Milano, 1 mar. (Adnkronos Salute) – “Sebbene l’obesità sia stata riconosciuta come malattia, ad oggi” in Italia “il numero dei centri pubblici per la prevenzione e trattamento dei pazienti obesi è ancora insufficiente”. Una “carenza di strutture e di specialisti” che “si ripercuote sulle liste d’attesa”. Lo segnala l’Adi, Associazione italiana di dietetica e nutrizione clinica, in vista della Giornata mondiale dell’obesità che si celebra il 4 marzo.
“Su oltre 700 strutture ospedaliere italiane, circa 20 hanno delle Unità operative complesse (Uoc) di Nutrizione clinica, quasi 100 hanno Strutture semplici autonome (Uosa), mentre il resto viene gestito da centri di dietetica con soli dietisti e pochissimi medici specializzati in nutrizione clinica. C’è da considerare, inoltre, che le poche strutture dedicate all’obesità non sempre garantiscono la presa in carico totale del paziente in quanto non organizzate in team multidisciplinari, per via anche della carenza di specialisti”. Questa la fotografia scattata dall’Adi in occasione della conferenza istituzionale del World Obesity Day 2023, oggi a Roma al ministero della Salute.
Barbara Paolini, presidente dell’Adi, evidenzia l’impatto di questa situazione “su liste di attesa lunghe che portano i pazienti a orientarsi, per chi ne ha possibilità, verso strutture private o liberi professionisti che il più delle volte non riescono a fare una valutazione globale di una patologia così complessa”. Ma la carenza di centri pubblici e specialisti “incide inevitabilmente anche sulla qualità della diagnosi – precisa Paolini – Un paziente che viene ricoverato per complicanze legate all’obesità molto spesso non viene valutato per la patologia di base. Raramente viene effettuato lo screening di valutazione del rischio nutrizionale, come previsto dalle linee guida ministeriali del 2011. Il peso non viene rilevato o spesso è un peso riferito dal paziente stesso, anche per la mancanza di lettini o strumentazioni diagnostiche adeguate alle dimensioni, compresi i semplici ausili medici”.
Rispetto ai trattamenti ospedalieri, gli esperti Adi rimarcano che “ad oggi solo la chirurgia bariatrica rientra tra quelli rimborsati dallo Stato, ma non nel Pne (Programma nazionale esiti) gestito dall’Agenzia nazionale per i servizi sanitari regionali” Agenas, “un registro dove vengono inserite le informazioni relative agli interventi di ogni paziente dimesso dagli istituti di ricovero pubblici e privati, per patologie riguardanti la chirurgia generale o la chirurgia oncologica”. Per Paolini, invece, “l’inserimento degli esiti di chirurgia bariatrica nel registro del Pne consentirebbe ai pazienti di avere una fotografia istantanea non solo delle strutture e del numero di interventi, ma soprattutto delle complicanze maggiori che sono senza dubbio un problema sottostimato, ma anche sulle riammissioni in ospedale dei pazienti operati e sui reinterventi a 30 giorni dalla procedura primaria”.
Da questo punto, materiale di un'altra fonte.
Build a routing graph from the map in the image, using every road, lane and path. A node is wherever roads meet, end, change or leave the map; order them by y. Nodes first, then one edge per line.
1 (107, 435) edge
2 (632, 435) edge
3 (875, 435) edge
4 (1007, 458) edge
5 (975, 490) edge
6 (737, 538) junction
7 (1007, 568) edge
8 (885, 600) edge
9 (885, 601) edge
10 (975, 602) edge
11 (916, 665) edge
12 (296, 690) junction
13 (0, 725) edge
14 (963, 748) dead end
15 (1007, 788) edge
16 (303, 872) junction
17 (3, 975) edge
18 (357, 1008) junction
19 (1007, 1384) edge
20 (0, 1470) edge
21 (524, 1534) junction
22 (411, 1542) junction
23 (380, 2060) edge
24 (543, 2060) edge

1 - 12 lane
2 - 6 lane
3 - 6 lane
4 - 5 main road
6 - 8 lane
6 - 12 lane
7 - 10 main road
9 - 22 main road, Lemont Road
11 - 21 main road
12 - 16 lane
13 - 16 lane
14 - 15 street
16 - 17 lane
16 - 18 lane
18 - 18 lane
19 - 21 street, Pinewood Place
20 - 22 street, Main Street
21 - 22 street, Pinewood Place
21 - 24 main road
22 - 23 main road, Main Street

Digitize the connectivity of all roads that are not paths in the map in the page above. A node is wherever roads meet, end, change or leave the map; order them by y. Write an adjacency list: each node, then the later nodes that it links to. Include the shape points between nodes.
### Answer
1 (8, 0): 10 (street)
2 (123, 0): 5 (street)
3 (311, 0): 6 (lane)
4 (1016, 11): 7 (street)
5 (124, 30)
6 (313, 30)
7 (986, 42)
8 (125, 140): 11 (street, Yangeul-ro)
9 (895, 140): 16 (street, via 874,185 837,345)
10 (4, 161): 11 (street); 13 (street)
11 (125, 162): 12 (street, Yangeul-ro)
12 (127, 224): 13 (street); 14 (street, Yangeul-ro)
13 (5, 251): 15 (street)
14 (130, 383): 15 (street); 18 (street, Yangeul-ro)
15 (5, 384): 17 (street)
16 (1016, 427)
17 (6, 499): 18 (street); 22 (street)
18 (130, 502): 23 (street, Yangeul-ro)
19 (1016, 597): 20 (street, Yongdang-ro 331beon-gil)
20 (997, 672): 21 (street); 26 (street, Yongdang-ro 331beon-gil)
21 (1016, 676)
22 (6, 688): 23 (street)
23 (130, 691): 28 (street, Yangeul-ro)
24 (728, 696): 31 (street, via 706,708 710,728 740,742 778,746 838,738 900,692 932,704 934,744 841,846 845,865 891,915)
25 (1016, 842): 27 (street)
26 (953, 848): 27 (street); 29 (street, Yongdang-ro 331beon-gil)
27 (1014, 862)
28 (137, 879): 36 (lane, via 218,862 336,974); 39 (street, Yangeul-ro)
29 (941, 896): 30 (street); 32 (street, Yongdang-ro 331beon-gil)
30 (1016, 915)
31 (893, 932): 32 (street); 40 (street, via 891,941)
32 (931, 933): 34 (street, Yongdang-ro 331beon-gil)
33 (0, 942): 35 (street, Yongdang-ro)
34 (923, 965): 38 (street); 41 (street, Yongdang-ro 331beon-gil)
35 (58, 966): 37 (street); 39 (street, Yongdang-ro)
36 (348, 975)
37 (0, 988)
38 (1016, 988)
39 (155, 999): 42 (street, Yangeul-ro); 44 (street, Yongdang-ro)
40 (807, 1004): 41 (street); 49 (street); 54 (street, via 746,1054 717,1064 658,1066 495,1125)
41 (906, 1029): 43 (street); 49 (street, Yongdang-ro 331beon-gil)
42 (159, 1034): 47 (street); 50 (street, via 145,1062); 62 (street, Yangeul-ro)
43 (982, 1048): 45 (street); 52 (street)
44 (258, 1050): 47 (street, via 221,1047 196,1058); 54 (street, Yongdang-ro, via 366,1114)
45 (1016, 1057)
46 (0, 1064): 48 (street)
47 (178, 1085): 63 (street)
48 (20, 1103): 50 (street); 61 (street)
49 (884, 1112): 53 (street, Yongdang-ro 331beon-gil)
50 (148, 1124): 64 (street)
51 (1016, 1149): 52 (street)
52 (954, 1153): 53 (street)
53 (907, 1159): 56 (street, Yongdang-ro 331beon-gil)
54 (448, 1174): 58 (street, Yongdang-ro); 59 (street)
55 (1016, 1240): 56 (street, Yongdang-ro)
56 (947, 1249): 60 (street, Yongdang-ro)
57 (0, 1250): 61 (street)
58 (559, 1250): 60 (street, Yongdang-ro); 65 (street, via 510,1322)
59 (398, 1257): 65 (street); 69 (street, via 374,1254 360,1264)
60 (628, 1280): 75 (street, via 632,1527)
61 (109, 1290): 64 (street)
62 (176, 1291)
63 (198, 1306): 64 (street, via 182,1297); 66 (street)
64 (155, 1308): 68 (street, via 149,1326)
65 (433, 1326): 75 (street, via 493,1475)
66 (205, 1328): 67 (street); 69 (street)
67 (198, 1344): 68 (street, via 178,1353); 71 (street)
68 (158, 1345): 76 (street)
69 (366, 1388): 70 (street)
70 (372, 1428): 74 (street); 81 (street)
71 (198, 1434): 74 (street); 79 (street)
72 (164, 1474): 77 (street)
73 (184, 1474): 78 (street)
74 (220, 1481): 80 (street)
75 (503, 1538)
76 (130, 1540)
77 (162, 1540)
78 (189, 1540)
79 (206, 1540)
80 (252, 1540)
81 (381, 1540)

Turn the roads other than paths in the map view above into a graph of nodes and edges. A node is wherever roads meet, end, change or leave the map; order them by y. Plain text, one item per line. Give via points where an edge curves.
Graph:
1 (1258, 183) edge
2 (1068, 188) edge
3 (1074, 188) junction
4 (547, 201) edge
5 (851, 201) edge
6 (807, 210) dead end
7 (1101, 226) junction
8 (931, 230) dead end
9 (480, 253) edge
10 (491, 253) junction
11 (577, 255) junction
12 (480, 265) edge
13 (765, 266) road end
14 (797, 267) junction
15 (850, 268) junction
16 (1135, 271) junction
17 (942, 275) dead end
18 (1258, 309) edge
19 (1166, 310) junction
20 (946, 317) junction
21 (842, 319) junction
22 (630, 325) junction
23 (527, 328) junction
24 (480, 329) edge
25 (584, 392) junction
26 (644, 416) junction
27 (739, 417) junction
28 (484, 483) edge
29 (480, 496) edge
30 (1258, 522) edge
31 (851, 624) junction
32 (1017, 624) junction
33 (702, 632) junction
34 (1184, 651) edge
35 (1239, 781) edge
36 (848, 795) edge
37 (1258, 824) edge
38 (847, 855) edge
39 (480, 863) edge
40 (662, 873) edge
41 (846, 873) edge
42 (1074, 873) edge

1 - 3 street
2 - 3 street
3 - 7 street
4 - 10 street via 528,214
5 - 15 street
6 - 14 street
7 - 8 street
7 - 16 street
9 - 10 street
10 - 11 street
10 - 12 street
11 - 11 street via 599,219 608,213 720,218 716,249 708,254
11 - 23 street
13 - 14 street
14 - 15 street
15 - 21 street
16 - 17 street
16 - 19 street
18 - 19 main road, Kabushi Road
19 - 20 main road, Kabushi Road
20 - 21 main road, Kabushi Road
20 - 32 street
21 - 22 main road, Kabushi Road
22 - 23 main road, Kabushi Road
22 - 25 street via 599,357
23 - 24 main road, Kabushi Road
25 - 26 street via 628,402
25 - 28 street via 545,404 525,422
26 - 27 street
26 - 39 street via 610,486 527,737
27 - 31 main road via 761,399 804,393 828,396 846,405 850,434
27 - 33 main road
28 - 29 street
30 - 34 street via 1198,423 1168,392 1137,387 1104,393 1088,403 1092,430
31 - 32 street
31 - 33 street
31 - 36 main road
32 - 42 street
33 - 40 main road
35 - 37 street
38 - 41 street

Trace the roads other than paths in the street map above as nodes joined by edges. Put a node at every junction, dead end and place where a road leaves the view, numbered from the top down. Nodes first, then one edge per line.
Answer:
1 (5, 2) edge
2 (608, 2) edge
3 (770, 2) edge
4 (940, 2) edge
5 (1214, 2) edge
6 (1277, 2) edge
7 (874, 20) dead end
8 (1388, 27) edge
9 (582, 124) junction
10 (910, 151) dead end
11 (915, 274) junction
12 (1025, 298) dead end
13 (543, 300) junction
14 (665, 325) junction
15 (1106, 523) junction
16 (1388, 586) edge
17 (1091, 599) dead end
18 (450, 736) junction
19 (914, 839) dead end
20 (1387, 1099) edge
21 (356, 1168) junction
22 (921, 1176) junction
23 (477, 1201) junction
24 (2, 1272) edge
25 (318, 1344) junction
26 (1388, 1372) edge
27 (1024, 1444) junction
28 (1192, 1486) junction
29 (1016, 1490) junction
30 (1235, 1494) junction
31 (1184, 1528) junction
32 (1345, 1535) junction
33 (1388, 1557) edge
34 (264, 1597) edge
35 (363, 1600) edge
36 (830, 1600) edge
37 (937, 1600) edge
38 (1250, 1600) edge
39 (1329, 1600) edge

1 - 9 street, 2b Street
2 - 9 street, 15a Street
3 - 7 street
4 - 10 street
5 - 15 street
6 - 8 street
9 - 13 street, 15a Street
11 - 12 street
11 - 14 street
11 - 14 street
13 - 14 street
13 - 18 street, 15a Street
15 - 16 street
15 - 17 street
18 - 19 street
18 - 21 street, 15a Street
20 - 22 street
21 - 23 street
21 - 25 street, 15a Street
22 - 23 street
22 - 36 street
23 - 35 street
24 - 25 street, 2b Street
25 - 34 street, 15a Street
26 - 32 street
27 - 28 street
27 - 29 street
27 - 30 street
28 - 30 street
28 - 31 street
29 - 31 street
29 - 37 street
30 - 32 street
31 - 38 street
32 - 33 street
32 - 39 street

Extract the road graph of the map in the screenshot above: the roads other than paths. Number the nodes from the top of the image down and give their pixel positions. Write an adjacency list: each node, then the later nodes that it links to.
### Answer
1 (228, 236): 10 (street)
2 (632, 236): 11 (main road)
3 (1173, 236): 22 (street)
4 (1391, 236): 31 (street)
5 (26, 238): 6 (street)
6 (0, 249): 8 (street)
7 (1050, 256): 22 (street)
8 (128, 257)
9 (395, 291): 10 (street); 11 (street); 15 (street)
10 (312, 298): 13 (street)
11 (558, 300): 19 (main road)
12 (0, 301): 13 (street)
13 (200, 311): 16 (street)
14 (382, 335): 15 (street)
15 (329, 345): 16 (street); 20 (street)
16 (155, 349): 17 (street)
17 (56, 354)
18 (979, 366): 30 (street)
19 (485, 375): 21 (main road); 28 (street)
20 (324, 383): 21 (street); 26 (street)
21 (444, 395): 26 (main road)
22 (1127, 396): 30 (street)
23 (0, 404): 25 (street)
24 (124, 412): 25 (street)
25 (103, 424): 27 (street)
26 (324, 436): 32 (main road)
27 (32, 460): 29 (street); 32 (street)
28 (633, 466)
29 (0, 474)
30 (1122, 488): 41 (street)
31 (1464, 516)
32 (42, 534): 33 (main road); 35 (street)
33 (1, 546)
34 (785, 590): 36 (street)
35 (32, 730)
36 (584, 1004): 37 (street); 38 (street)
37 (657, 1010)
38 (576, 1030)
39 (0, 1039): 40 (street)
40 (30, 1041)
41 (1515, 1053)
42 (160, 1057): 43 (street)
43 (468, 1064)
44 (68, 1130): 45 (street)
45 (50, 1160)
Una diagnosi corretta e un trattamento efficace dei pazienti con obesità passano secondo l’Adi “anche da un approccio multidisciplinare e dall’utilizzo di termini e immagini appropriati nella descrizione della patologia”. Dice Maria Grazia Carbonelli, vicesegretario Adi e coordinatore per Adi del Gruppo di studio Grave obesità: “Affrontare l’obesità quale patologia significa lavorare in maniera multidisciplinare e multiprofessionale con tutte le figure che se ne occupano, dalla sensibilizzazione al problema fino al trattamento della malattia stessa. E’ inoltre necessaria la stesura e l’adozione, nonché il periodico perfezionamento, di Linee guida diagnostico terapeutiche con la creazione di percorsi dedicati alla malattia e l’individuazione di centri accreditati alla gestione della malattia stessa. Solo affrontando la patologia a più livelli possiamo rendere omogenea l’assistenza sanitaria e abbattere le barriere dei sensi di colpa e dei pregiudizi socioculturali”.
“Molto spesso il paziente viene considerato il solo colpevole della sua patologia sia dalla società e anche dagli operatori sanitari – conclude Carmela Bagnato, segretario Adi – Una colpevolizzazione che può avere un impatto negativo sulla salute fisica, psicologica e sociale di pazienti che spesso appartengono a categorie fragili sia da un punto di vista economico che di istruzione. E’ necessario che le istituzioni, l’opinione pubblica e gli stessi operatori sanitari adeguino il linguaggio e le immagini utilizzati sull’obesità descrivendola in modo corretto e accurato, trattandola per quello che è: una malattia e non un problema estetico”.